**Activity:**
An exact copy of every entry is needed here; the images stay out.

**Data for processing:**
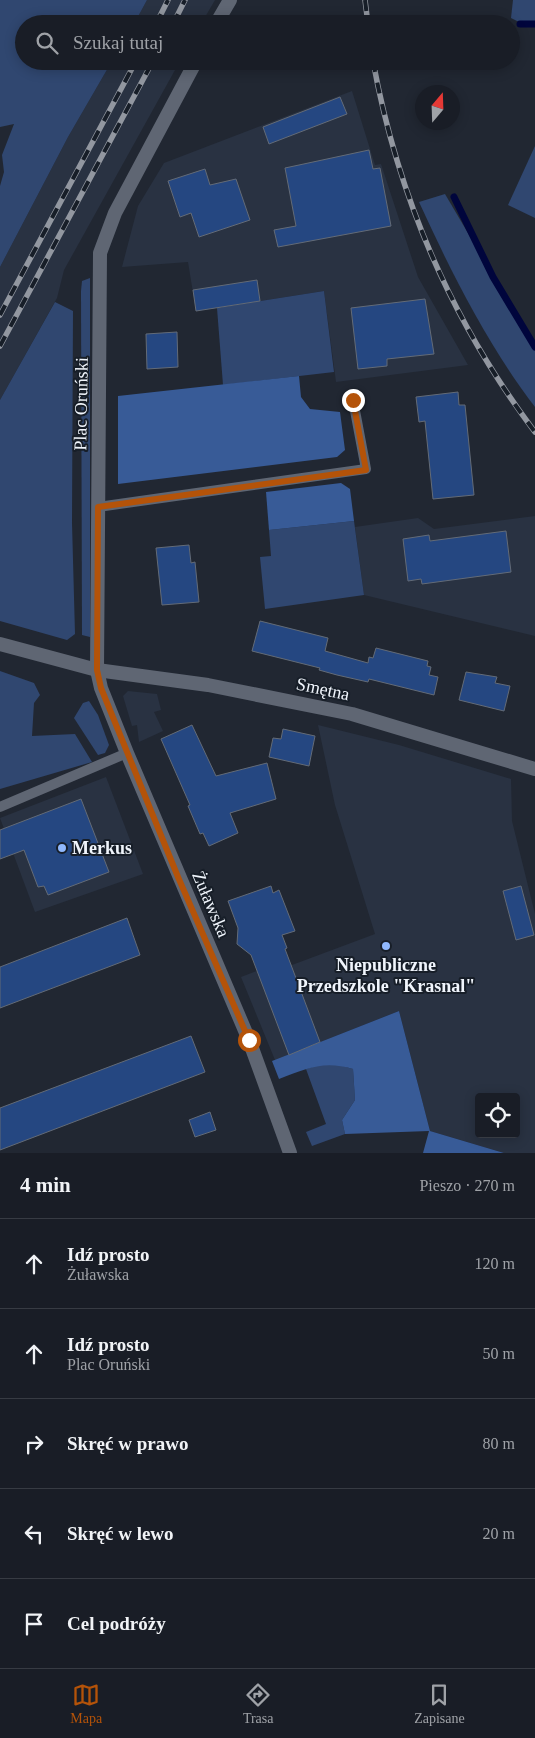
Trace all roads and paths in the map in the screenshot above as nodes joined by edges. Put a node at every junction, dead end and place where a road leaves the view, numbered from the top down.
1 (230, 0) edge
2 (221, 15) edge
3 (191, 70) edge
4 (353, 400) dead end
5 (98, 507) junction
6 (0, 644) edge
7 (97, 670) junction
8 (127, 753) junction
9 (535, 769) edge
10 (0, 807) edge
11 (290, 1153) edge

1 - 2 street
3 - 5 street, Plac Oruński
4 - 5 lane
5 - 7 street, Plac Oruński
6 - 7 street
7 - 8 street, Żuławska
7 - 9 street, Smętna
8 - 10 lane
8 - 11 street, Żuławska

**Your solution:**
Trace all roads and paths in the map in the screenshot above as nodes joined by edges. Put a node at every junction, dead end and place where a road leaves the view, numbered from the top down.
1 (230, 0) edge
2 (221, 15) edge
3 (191, 70) edge
4 (353, 400) dead end
5 (98, 507) junction
6 (0, 644) edge
7 (97, 670) junction
8 (127, 753) junction
9 (535, 769) edge
10 (0, 807) edge
11 (290, 1153) edge

1 - 2 street
3 - 5 street, Plac Oruński
4 - 5 lane
5 - 7 street, Plac Oruński
6 - 7 street
7 - 8 street, Żuławska
7 - 9 street, Smętna
8 - 10 lane
8 - 11 street, Żuławska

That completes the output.